Review Film Hai Jawani Toh Ishq Hona Hai (2026): Nostalgia yang Tak Cukup Menyelamatkan Komedi David Dhawan

BAHASFILMReview film Hai Jawani Toh Ishq Hona Hai perlu dimulai dengan pengakuan jujur: ini adalah film yang berusaha keras menghidupkan kembali era keemasan komedi Bollywood 90-an, tetapi hasilnya terasa seperti nostalgia yang dipaksakan. Film garapan David Dhawan ini rilis serentak di bioskop seluruh dunia pada 5 Juni 2026 melalui Tips Films dan Maximilian Films (UK). Dibintangi Varun Dhawan sebagai Jass, Mrunal Thakur sebagai Bani, dan Pooja Hegde sebagai Preet, film berdurasi 136 menit ini mengusung love triangle dengan latar konflik keluarga. Dengan skor IMDb 5,8/10 dari ribuan pengguna dan beragam reaksi kritikus, film ini menjadi tanda tanya besar tentang masa depan komedi slapstick ala David Dhawan.

Baca Juga : Review Film I’m a Cyborg, But That’s OK: Eksperimen Romantis ala Park Chan-wook


Sinopsis – Ketika Keinginan Berkeluarga Menghancurkan Pernikahan

Review film Hai Jawani Toh Ishq Hona Hai tidak lengkap tanpa memahami premisnya yang klasik. Jass (Varun Dhawan) dan Bani (Mrunal Thakur) telah menikah selama lima tahun. Jass adalah pria ceria yang impian terbesarnya sederhana: menikah, memiliki anak, dan hidup bahagia selamanya. Namun Bani memiliki ambisi berbeda—ia lebih mengutamakan karier sebagai CEO daripada menjadi ibu.

Konflik tujuan ini membawa mereka ke pengadilan cerai, di mana hakim memberi waktu enam bulan masa pendinginan sebelum keputusan final. Di masa transisi ini, Jass berangkat ke luar negeri dan jatuh cinta pada Preet (Pooja Hegde), seorang wanita yang ia temui di perjalanan.

Masalah memuncak ketika Bani menyusul Jass dan menuntut pertanggungjawaban. Di tengah kekacauan, Jass menemukan bahwa kedua wanita itu hamil—sebuah situasi yang memaksanya melakukan pengakuan palsu dan berbagai hal konyol lainnya.

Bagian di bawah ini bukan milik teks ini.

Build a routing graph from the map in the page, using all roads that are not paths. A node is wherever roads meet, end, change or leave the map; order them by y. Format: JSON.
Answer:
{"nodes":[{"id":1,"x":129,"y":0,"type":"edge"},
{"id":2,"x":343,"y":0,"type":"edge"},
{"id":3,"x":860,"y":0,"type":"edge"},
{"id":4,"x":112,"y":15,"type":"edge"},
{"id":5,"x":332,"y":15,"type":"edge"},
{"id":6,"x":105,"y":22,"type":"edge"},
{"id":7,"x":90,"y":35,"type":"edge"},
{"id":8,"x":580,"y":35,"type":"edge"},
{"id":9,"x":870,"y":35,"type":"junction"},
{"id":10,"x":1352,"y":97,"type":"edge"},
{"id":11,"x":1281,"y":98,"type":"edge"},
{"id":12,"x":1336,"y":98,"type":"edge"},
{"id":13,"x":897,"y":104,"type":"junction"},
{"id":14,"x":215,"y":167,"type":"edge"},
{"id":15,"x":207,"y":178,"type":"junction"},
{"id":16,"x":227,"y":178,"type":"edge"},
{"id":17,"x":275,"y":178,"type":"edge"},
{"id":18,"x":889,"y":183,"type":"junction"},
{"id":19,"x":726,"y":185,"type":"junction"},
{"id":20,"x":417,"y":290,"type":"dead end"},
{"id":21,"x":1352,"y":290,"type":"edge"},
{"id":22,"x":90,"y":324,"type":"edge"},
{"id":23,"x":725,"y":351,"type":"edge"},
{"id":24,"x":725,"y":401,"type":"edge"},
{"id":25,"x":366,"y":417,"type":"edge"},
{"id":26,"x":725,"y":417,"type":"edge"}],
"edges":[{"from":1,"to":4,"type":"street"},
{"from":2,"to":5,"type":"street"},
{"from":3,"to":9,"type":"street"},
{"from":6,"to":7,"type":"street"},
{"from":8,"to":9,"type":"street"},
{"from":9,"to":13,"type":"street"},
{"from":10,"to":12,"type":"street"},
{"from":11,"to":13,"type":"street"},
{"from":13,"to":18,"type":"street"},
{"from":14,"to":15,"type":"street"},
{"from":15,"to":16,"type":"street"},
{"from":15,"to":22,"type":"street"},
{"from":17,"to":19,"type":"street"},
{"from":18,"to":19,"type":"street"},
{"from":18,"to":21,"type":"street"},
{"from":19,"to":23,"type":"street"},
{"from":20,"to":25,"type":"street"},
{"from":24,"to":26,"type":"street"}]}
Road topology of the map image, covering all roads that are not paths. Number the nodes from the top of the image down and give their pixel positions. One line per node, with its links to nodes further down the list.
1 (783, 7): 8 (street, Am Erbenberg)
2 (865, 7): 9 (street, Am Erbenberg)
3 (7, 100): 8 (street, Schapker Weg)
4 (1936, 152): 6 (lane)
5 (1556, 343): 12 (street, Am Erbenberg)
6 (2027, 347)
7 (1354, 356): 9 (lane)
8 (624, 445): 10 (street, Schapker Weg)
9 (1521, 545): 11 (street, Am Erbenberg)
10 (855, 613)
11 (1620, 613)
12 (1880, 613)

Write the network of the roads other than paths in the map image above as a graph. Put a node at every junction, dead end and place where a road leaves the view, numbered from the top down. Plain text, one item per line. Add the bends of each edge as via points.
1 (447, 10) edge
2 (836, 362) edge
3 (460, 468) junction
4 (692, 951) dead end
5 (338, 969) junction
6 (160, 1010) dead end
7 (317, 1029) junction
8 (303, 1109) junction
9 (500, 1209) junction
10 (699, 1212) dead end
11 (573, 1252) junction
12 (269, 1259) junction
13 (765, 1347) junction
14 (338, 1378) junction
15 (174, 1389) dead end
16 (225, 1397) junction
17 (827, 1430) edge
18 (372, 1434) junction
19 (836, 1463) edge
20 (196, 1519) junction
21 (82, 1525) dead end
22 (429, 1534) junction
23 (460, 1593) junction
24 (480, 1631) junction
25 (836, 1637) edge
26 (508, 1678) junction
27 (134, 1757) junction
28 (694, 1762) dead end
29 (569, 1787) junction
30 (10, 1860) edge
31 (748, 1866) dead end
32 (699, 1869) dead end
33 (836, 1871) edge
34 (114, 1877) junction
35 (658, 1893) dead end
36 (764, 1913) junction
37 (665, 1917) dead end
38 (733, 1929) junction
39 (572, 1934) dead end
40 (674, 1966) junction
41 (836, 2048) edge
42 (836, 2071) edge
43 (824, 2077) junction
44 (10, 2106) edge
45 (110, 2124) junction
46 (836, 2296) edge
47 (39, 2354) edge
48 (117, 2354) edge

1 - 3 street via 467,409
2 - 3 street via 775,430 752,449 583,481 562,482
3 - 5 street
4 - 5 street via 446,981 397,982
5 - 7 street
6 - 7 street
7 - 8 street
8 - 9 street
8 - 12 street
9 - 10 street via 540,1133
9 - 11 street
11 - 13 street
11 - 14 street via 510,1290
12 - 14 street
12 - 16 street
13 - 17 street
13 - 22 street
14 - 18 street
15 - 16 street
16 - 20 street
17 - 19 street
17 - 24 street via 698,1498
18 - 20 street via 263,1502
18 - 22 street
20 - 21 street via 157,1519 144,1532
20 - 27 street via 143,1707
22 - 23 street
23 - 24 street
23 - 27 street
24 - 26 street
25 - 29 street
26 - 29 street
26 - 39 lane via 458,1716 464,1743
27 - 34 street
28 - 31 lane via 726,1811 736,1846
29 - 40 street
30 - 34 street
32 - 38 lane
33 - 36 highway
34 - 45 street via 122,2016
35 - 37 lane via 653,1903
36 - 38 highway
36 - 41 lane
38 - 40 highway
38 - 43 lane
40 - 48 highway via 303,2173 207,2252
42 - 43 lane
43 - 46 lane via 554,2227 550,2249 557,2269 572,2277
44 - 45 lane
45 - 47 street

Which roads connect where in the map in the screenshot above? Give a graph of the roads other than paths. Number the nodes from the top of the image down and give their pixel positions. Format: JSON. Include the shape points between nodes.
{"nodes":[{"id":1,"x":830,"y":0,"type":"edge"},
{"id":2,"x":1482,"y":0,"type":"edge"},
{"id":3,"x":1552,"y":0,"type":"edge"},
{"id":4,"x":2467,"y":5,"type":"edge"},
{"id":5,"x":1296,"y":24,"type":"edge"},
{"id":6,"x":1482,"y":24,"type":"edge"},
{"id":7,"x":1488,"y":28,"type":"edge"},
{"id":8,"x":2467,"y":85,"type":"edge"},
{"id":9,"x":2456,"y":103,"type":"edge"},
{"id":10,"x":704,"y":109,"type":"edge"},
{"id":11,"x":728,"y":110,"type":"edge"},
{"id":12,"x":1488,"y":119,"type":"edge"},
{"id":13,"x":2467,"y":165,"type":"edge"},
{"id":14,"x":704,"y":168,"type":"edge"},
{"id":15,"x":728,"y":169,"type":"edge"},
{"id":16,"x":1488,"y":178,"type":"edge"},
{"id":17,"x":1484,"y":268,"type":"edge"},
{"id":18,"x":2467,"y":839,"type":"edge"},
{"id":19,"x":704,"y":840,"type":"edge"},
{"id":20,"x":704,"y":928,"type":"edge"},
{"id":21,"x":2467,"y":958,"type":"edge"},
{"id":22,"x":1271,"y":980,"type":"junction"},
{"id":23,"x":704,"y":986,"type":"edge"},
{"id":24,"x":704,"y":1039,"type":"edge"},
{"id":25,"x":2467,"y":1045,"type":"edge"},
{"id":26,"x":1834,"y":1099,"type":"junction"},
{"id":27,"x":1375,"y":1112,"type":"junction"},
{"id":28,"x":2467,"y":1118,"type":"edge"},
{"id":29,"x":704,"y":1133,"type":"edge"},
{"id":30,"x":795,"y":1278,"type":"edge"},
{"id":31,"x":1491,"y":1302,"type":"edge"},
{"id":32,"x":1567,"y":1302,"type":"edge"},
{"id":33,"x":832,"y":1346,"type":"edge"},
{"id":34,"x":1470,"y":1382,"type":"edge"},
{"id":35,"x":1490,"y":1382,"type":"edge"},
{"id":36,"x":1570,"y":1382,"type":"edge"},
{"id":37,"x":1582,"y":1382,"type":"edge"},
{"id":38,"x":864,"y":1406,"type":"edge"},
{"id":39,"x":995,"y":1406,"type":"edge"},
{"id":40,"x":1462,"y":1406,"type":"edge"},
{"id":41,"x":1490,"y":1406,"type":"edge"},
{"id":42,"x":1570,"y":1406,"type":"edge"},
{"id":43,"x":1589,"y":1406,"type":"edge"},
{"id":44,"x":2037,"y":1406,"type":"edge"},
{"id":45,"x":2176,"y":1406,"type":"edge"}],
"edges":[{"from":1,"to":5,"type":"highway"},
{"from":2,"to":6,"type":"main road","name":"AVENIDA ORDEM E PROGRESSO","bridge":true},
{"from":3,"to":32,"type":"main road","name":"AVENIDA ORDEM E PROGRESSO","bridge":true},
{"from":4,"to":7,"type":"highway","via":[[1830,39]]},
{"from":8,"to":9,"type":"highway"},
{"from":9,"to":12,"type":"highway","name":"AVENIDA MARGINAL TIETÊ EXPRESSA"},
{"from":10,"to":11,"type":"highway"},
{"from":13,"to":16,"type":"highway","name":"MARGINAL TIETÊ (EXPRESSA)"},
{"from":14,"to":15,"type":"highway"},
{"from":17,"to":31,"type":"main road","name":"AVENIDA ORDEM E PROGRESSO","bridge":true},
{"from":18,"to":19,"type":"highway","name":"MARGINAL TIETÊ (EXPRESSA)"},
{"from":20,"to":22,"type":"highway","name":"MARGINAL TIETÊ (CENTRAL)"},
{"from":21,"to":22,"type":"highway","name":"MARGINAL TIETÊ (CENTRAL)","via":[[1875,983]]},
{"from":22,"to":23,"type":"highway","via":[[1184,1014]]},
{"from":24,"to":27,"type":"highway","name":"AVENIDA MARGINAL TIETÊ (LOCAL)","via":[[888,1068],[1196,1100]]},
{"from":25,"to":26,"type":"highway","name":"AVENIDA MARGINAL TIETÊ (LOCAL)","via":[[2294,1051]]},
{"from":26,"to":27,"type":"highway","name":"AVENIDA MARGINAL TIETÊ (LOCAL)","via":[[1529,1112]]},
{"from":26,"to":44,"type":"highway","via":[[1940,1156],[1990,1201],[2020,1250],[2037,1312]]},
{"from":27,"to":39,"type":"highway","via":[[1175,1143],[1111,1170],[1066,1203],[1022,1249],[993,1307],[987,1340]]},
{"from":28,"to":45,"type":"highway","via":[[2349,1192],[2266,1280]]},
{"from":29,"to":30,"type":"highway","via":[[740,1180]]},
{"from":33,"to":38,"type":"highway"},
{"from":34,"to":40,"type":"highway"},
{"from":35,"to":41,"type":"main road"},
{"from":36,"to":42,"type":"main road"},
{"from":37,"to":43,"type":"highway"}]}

Caught between love, responsibility, and chaos, Jass must confront what commitment truly means.


Deretan Bintang dan Angka Penting

Berikut data kunci untuk memperkuat review film Hai Jawani Toh Ishq Hona Hai Anda:

  • Tanggal rilis: 5 Juni 2026 (awalnya 22 Mei 2026, kemudian mundur)
  • Sutradara: David Dhawan
  • Penulis skenario: Yunus Sajawal, David Dhawan, Farhad Samji
  • Produser: Ramesh Taurani (Tips Films)
  • Durasi: 136 menit (2 jam 16 menit)
  • Rating usia: U/A (India), 17+ (Indonesia)
  • Skor IMDb: 5,8/10
  • Box office (dua minggu): ₹50 crore nett
  • Opening week: ₹43,53 crore nett
  • Teater rilis: 49 bioskop (rilis terbatas di Timur Tengah)

Pemain utama:

  • Varun Dhawan sebagai Jass Ahuja
  • Mrunal Thakur sebagai Bani (istri Jass)
  • Pooja Hegde sebagai Preet (kekasih baru Jass)
  • Maniesh Paul sebagai sahabat Jass (salah satu aset terkuat film)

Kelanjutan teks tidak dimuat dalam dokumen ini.